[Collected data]
=======

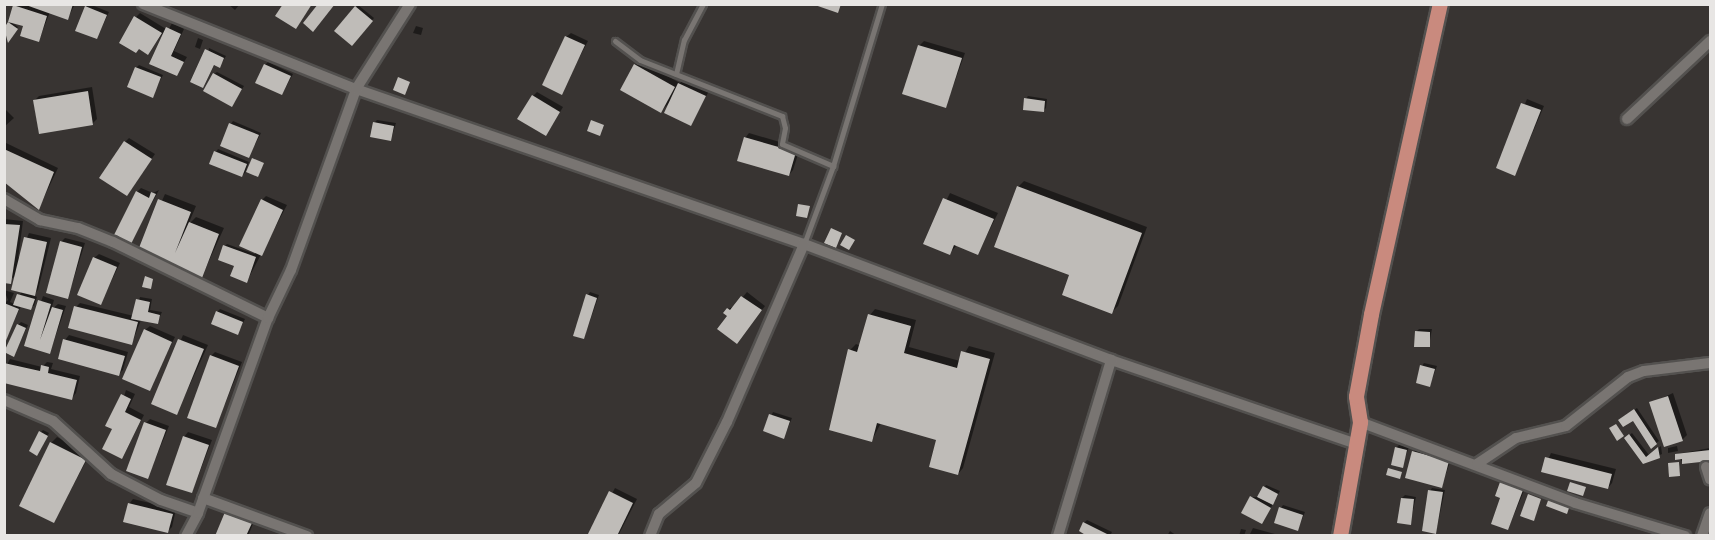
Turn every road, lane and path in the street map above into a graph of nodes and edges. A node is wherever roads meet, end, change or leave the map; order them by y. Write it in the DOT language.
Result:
graph roads {
  1 [pos="143,4"];
  2 [pos="410,4"];
  3 [pos="703,4"];
  4 [pos="882,4"];
  5 [pos="1440,4"];
  6 [pos="615,41"];
  7 [pos="1710,41"];
  8 [pos="676,74"];
  9 [pos="356,89"];
  10 [pos="1627,118"];
  11 [pos="833,166"];
  12 [pos="4,199"];
  13 [pos="804,244"];
  14 [pos="268,318"];
  15 [pos="1111,360"];
  16 [pos="1710,363"];
  17 [pos="4,400"];
  18 [pos="1360,422"];
  19 [pos="1357,444"];
  20 [pos="1477,464"];
  21 [pos="1706,467"];
  22 [pos="1710,479"];
  23 [pos="203,498"];
  24 [pos="198,513"];
  25 [pos="1710,513"];
  26 [pos="186,536"];
  27 [pos="307,536"];
  28 [pos="650,536"];
  29 [pos="1058,536"];
  30 [pos="1340,536"];
  31 [pos="1685,536"];
  32 [pos="1702,536"];
  1 -- 9 [label="street"];
  2 -- 9 [label="street"];
  3 -- 8 [label="lane"];
  4 -- 11 [label="lane"];
  5 -- 18 [label="main road"];
  6 -- 8 [label="lane"];
  7 -- 10 [label="street"];
  8 -- 11 [label="lane"];
  9 -- 13 [label="street"];
  9 -- 14 [label="street"];
  11 -- 13 [label="lane"];
  12 -- 14 [label="street"];
  13 -- 15 [label="street"];
  13 -- 28 [label="street"];
  14 -- 23 [label="street"];
  15 -- 19 [label="street"];
  15 -- 29 [label="street"];
  16 -- 20 [label="street"];
  17 -- 24 [label="street"];
  18 -- 19 [label="main road"];
  18 -- 20 [label="street"];
  19 -- 30 [label="main road"];
  20 -- 31 [label="street"];
  21 -- 22 [label="street"];
  23 -- 24 [label="street"];
  23 -- 27 [label="street"];
  24 -- 26 [label="street"];
  25 -- 32 [label="street"];
}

=======

• _What the exercise asks_: Show the lines of the entries that include the string "lane", copying each in full.

• _Exercise response_:
Turn every road, lane and path in the street map above into a graph of nodes and edges. A node is wherever roads meet, end, change or leave the map; order them by y. Write it in the DOT language.
  3 -- 8 [label="lane"];
  4 -- 11 [label="lane"];
  6 -- 8 [label="lane"];
  8 -- 11 [label="lane"];
  11 -- 13 [label="lane"];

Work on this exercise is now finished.